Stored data

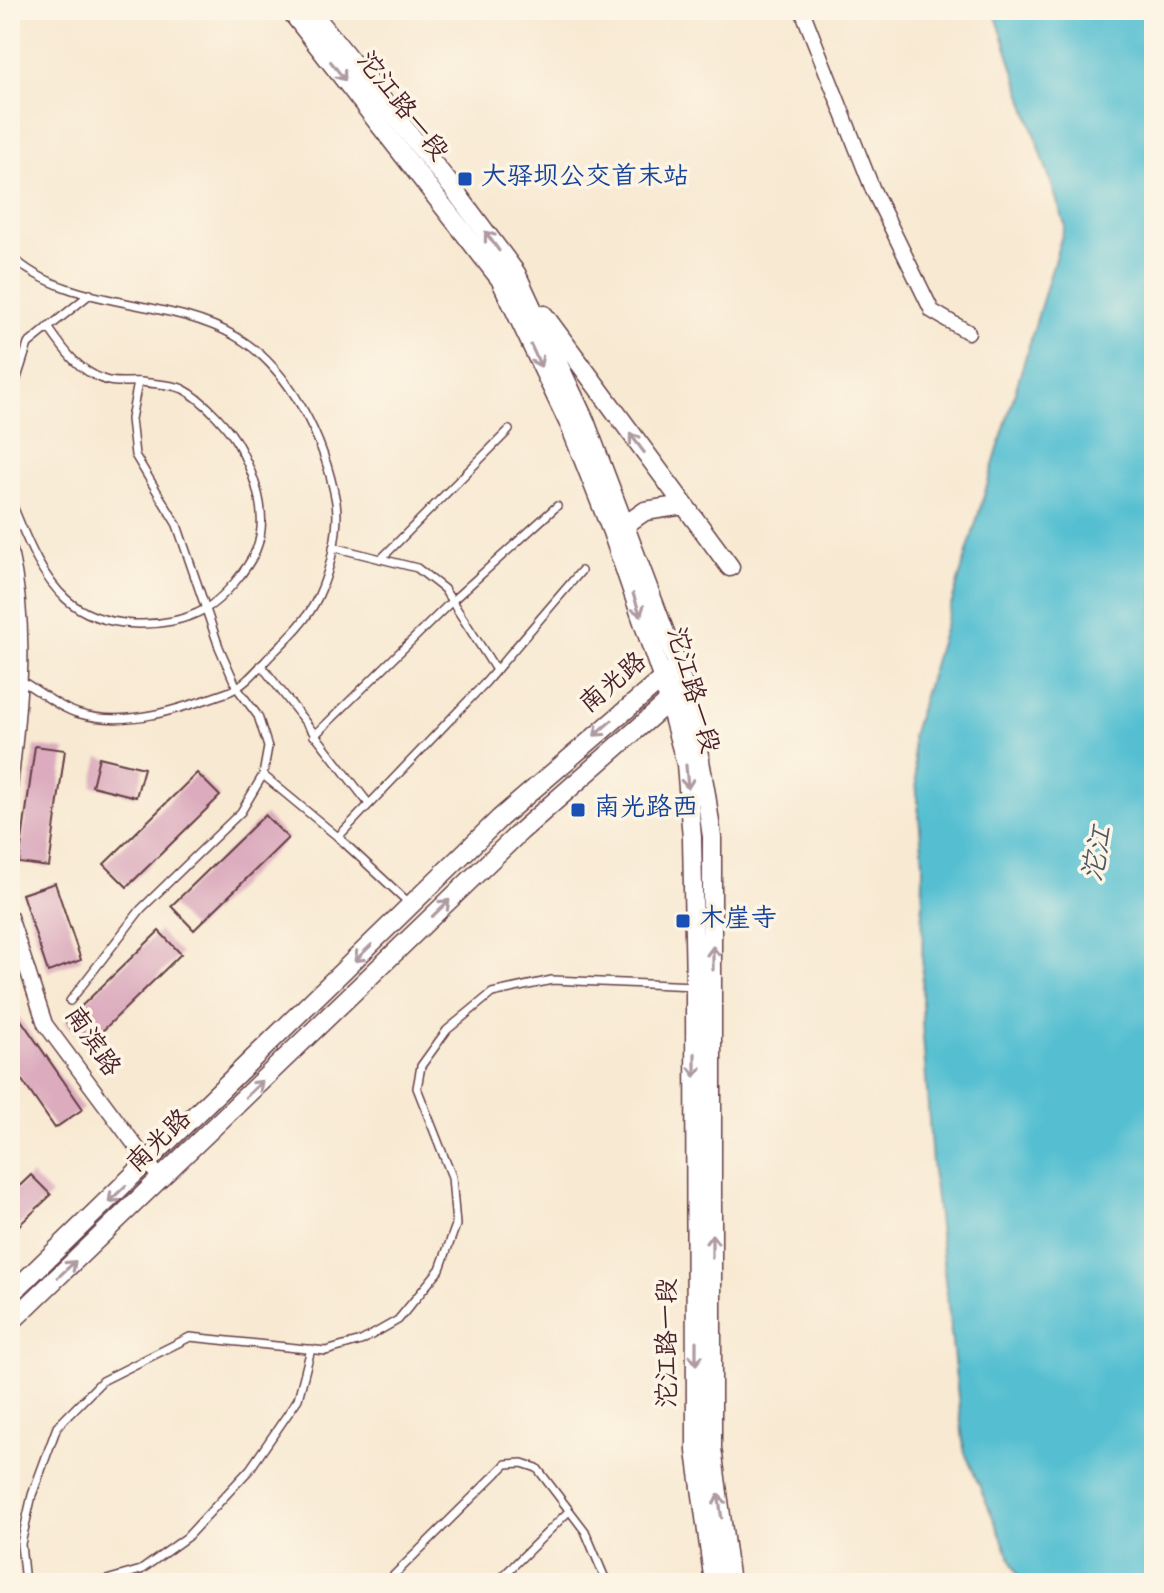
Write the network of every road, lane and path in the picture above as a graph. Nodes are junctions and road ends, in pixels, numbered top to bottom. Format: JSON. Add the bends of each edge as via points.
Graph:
{"nodes":[{"id":1,"x":290,"y":10,"type":"edge"},
{"id":2,"x":310,"y":10,"type":"edge"},
{"id":3,"x":802,"y":10,"type":"edge"},
{"id":4,"x":10,"y":255,"type":"edge"},
{"id":5,"x":508,"y":276,"type":"junction"},
{"id":6,"x":90,"y":294,"type":"junction"},
{"id":7,"x":48,"y":327,"type":"junction"},
{"id":8,"x":968,"y":332,"type":"dead end"},
{"id":9,"x":138,"y":382,"type":"junction"},
{"id":10,"x":10,"y":400,"type":"edge"},
{"id":11,"x":509,"y":430,"type":"dead end"},
{"id":12,"x":10,"y":499,"type":"edge"},
{"id":13,"x":684,"y":505,"type":"junction"},
{"id":14,"x":557,"y":506,"type":"dead end"},
{"id":15,"x":625,"y":525,"type":"junction"},
{"id":16,"x":333,"y":547,"type":"junction"},
{"id":17,"x":10,"y":551,"type":"edge"},
{"id":18,"x":381,"y":559,"type":"junction"},
{"id":19,"x":730,"y":567,"type":"dead end"},
{"id":20,"x":581,"y":571,"type":"dead end"},
{"id":21,"x":452,"y":601,"type":"junction"},
{"id":22,"x":207,"y":608,"type":"junction"},
{"id":23,"x":261,"y":665,"type":"junction"},
{"id":24,"x":496,"y":670,"type":"junction"},
{"id":25,"x":670,"y":672,"type":"junction"},
{"id":26,"x":22,"y":681,"type":"junction"},
{"id":27,"x":237,"y":688,"type":"junction"},
{"id":28,"x":668,"y":702,"type":"junction"},
{"id":29,"x":314,"y":736,"type":"junction"},
{"id":30,"x":263,"y":775,"type":"junction"},
{"id":31,"x":10,"y":787,"type":"edge"},
{"id":32,"x":369,"y":804,"type":"junction"},
{"id":33,"x":338,"y":837,"type":"junction"},
{"id":34,"x":412,"y":906,"type":"junction"},
{"id":35,"x":10,"y":917,"type":"edge"},
{"id":36,"x":704,"y":988,"type":"junction"},
{"id":37,"x":70,"y":1001,"type":"dead end"},
{"id":38,"x":147,"y":1165,"type":"junction"},
{"id":39,"x":161,"y":1180,"type":"junction"},
{"id":40,"x":10,"y":1295,"type":"edge"},
{"id":41,"x":10,"y":1323,"type":"edge"},
{"id":42,"x":311,"y":1349,"type":"junction"},
{"id":43,"x":569,"y":1511,"type":"junction"},
{"id":44,"x":25,"y":1583,"type":"edge"},
{"id":45,"x":96,"y":1583,"type":"edge"},
{"id":46,"x":386,"y":1583,"type":"edge"},
{"id":47,"x":496,"y":1583,"type":"edge"},
{"id":48,"x":607,"y":1583,"type":"edge"},
{"id":49,"x":714,"y":1583,"type":"edge"},
{"id":50,"x":730,"y":1583,"type":"edge"}],
"edges":[{"from":1,"to":5,"type":"street","name":"沱江路一段","one_way":true},
{"from":5,"to":2,"type":"street","name":"沱江路一段","one_way":true,"via":[[452,187]]},
{"from":3,"to":8,"type":"street","via":[[873,190],[932,311]]},
{"from":4,"to":6,"type":"lane","via":[[29,273]]},
{"from":13,"to":5,"type":"street","one_way":true},
{"from":5,"to":15,"type":"street","name":"沱江路一段","via":[[543,333],[585,421]]},
{"from":5,"to":25,"type":"street","name":"沱江路一段","one_way":true},
{"from":6,"to":7,"type":"lane"},
{"from":6,"to":16,"type":"lane","via":[[192,316],[237,336],[273,367],[311,421],[336,504]]},
{"from":7,"to":9,"type":"lane","via":[[73,363],[106,381]]},
{"from":7,"to":10,"type":"lane","via":[[28,344]]},
{"from":9,"to":22,"type":"lane","via":[[131,419],[135,455],[177,525]]},
{"from":9,"to":22,"type":"lane","via":[[181,388],[207,407],[240,447],[261,497],[257,548],[240,575]]},
{"from":11,"to":18,"type":"lane"},
{"from":12,"to":22,"type":"lane","via":[[36,559],[67,600],[91,614],[114,622],[158,622]]},
{"from":13,"to":15,"type":"street","via":[[645,511]]},
{"from":13,"to":19,"type":"street"},
{"from":14,"to":21,"type":"lane"},
{"from":15,"to":25,"type":"street","name":"沱江路一段"},
{"from":16,"to":18,"type":"lane"},
{"from":16,"to":23,"type":"lane","via":[[320,594],[305,622]]},
{"from":17,"to":26,"type":"street","via":[[18,587]]},
{"from":18,"to":21,"type":"lane","via":[[417,568]]},
{"from":20,"to":24,"type":"lane"},
{"from":21,"to":24,"type":"lane"},
{"from":21,"to":29,"type":"lane"},
{"from":22,"to":27,"type":"lane"},
{"from":23,"to":27,"type":"lane"},
{"from":23,"to":29,"type":"lane"},
{"from":24,"to":32,"type":"lane"},
{"from":25,"to":28,"type":"street","name":"南光路"},
{"from":25,"to":34,"type":"street","name":"南光路","one_way":true,"via":[[500,818]]},
{"from":36,"to":25,"type":"street","name":"沱江路一段","one_way":true,"via":[[712,837],[702,759]]},
{"from":26,"to":27,"type":"lane","via":[[79,714],[127,719],[175,710]]},
{"from":26,"to":31,"type":"street"},
{"from":27,"to":30,"type":"lane","via":[[258,716],[268,747]]},
{"from":28,"to":36,"type":"street","name":"沱江路一段","one_way":true,"via":[[687,778]]},
{"from":39,"to":28,"type":"street","name":"南光路","one_way":true,"via":[[521,831]]},
{"from":29,"to":32,"type":"lane"},
{"from":30,"to":33,"type":"lane"},
{"from":30,"to":37,"type":"lane","via":[[241,812],[141,909]]},
{"from":32,"to":33,"type":"lane"},
{"from":33,"to":34,"type":"lane"},
{"from":34,"to":38,"type":"street","name":"南光路","one_way":true},
{"from":35,"to":38,"type":"street","name":"南滨路","via":[[45,1024]]},
{"from":36,"to":42,"type":"lane","via":[[552,980],[492,993],[447,1030],[421,1066],[417,1088],[452,1177],[456,1225],[440,1269],[398,1320],[361,1341],[326,1351]]},
{"from":36,"to":49,"type":"street","name":"沱江路一段","one_way":true,"via":[[696,1451]]},
{"from":50,"to":36,"type":"street","name":"沱江路一段","one_way":true,"via":[[712,1448]]},
{"from":38,"to":39,"type":"street","name":"南滨路"},
{"from":38,"to":40,"type":"street","name":"南光路","one_way":true},
{"from":41,"to":39,"type":"street","name":"南光路","one_way":true},
{"from":42,"to":44,"type":"lane","via":[[190,1337],[102,1381],[57,1427],[21,1544]]},
{"from":42,"to":45,"type":"lane","via":[[298,1399],[250,1469],[187,1537],[141,1570]]},
{"from":43,"to":46,"type":"lane","via":[[537,1468],[506,1464]]},
{"from":43,"to":47,"type":"lane"},
{"from":43,"to":48,"type":"lane","via":[[585,1531]]}]}
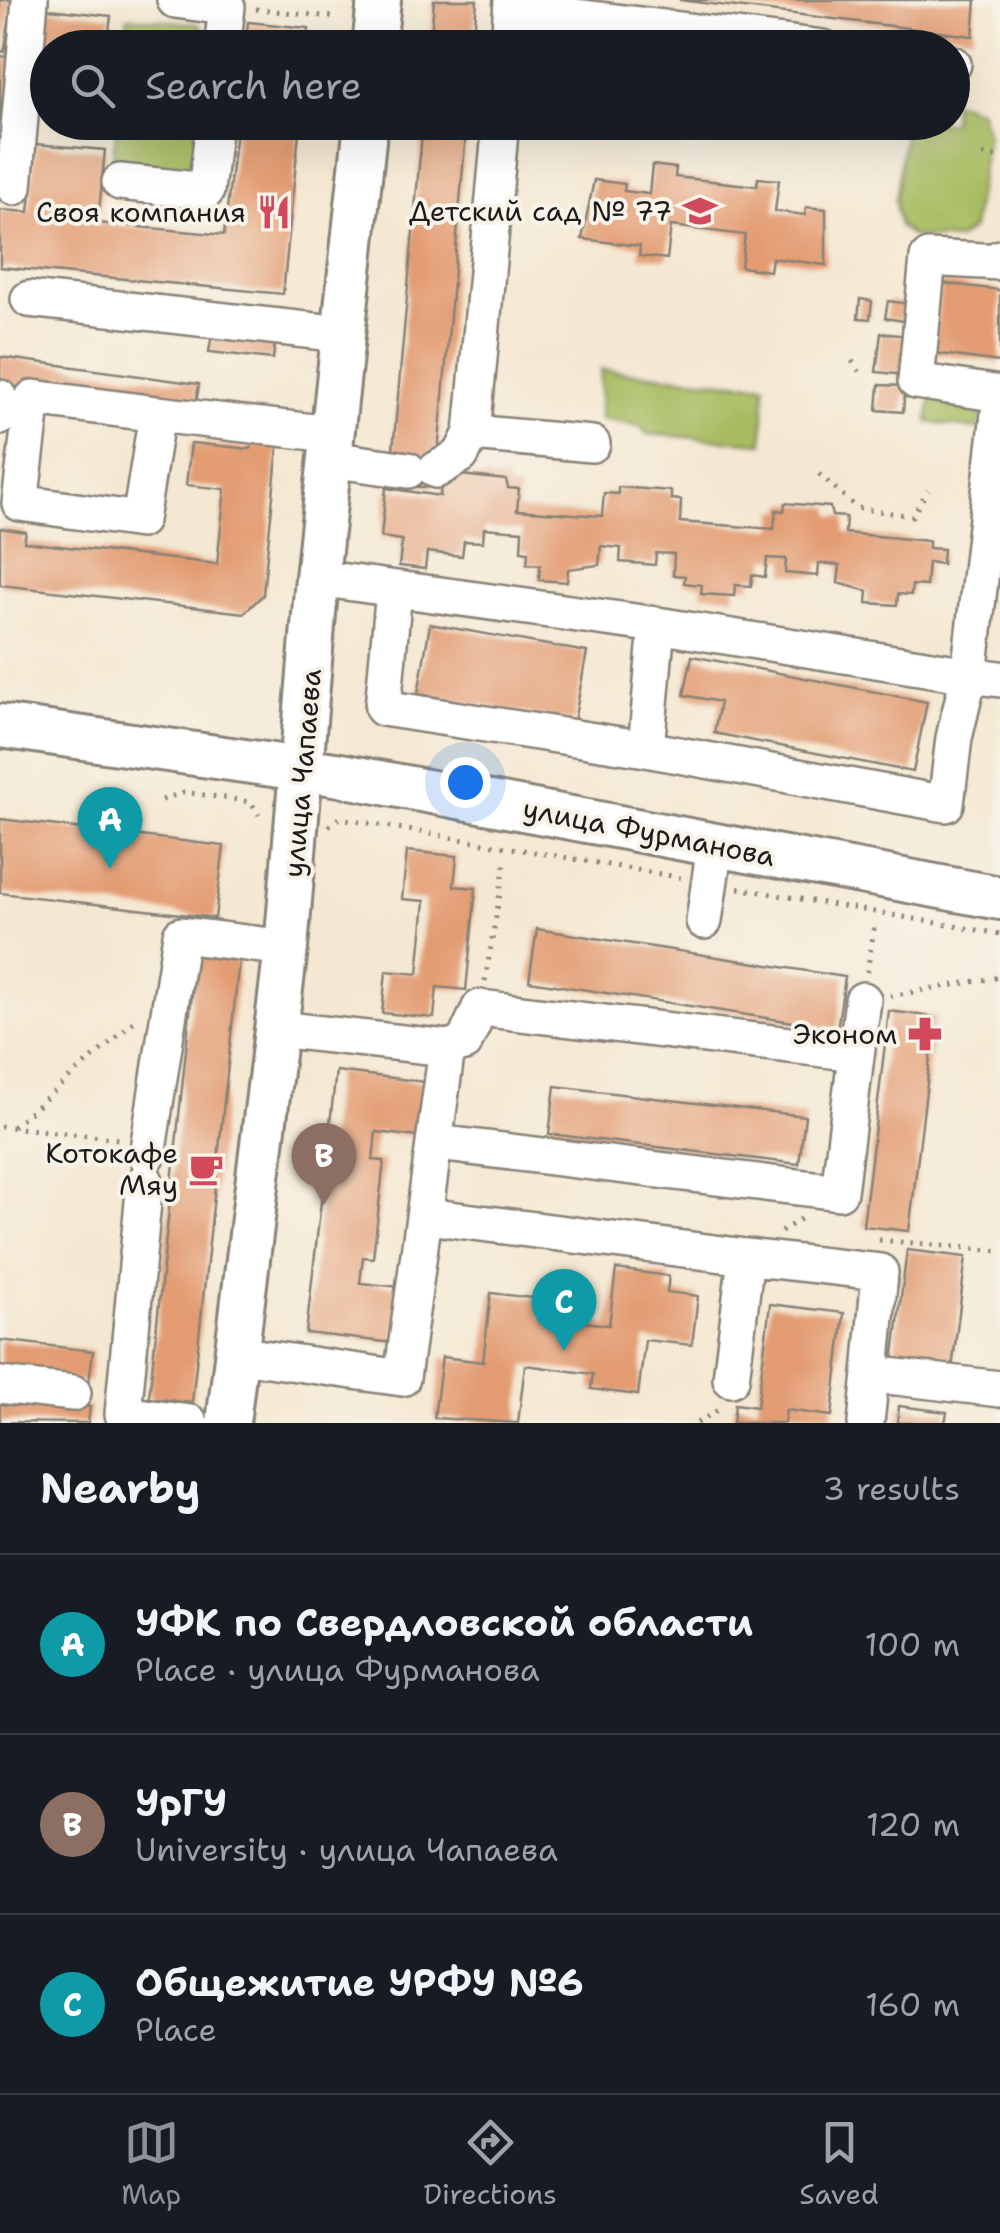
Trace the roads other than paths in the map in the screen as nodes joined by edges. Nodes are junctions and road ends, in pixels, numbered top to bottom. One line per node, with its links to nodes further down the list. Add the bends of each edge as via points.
1 (30, 0): 13 (lane)
2 (176, 0): 5 (lane, via 227,7)
3 (379, 0): 6 (main road)
4 (512, 4): 7 (lane); 8 (lane)
5 (224, 30)
6 (376, 30)
7 (510, 30)
8 (696, 30)
9 (212, 140): 12 (lane, via 206,191)
10 (364, 140): 16 (main road, улица Чапаева)
11 (499, 140): 22 (lane)
12 (120, 182)
13 (14, 187)
14 (1000, 258): 17 (lane, via 928,258 916,381)
15 (29, 299): 16 (lane, via 286,338)
16 (342, 334): 24 (main road, улица Чапаева)
17 (1000, 394)
18 (0, 398): 21 (lane)
19 (1000, 405): 28 (lane)
20 (157, 414): 20 (lane, via 140,520 20,502 33,398); 24 (lane)
21 (0, 418)
22 (472, 433): 23 (lane); 24 (lane, via 461,456 422,470)
23 (592, 444)
24 (330, 447): 25 (main road, улица Чапаева)
25 (317, 578): 26 (lane); 31 (main road, улица Чапаева)
26 (394, 590): 27 (lane); 30 (lane, via 382,708)
27 (657, 626): 28 (lane); 30 (lane)
28 (985, 677): 30 (lane, via 954,738 946,804)
29 (0, 726): 31 (main road, улица Фурманова)
30 (646, 750)
31 (303, 769): 32 (main road, улица Фурманова); 35 (main road, улица Чапаева)
32 (712, 864): 33 (main road, улица Фурманова); 34 (lane)
33 (1000, 898)
34 (704, 921)
35 (286, 948): 37 (main road, улица Чапаева); 49 (lane, via 180,936 147,1160 123,1414)
36 (863, 1000): 39 (lane)
37 (277, 1029): 38 (lane); 43 (main road, улица Чапаева)
38 (447, 1048): 39 (lane, via 464,1043 480,1008); 40 (lane)
39 (856, 1053): 40 (lane, via 839,1192)
40 (437, 1143): 41 (lane)
41 (426, 1216): 42 (lane); 43 (lane, via 402,1378)
42 (746, 1257): 44 (lane, via 880,1272); 48 (lane)
43 (234, 1354): 50 (main road, улица Чапаева)
44 (871, 1374): 46 (lane); 51 (lane)
45 (0, 1385): 47 (lane)
46 (1000, 1389)
47 (73, 1393)
48 (725, 1395)
49 (190, 1423)
50 (228, 1423)
51 (866, 1423)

## What is expected
Pull out every line of the records above that contains the word "edges".

## Completed task
"edges":[{"from":1,"to":5,"type":"street","name":"沱江路一段","one_way":true},
Trace the roads other than paths in the map in the screen as nodes joined by edges. Nodes are junctions and road ends, in pixels, numbered top to bottom. One line per node, with its links to nodes further down the list. Add the bends of each edge as via points.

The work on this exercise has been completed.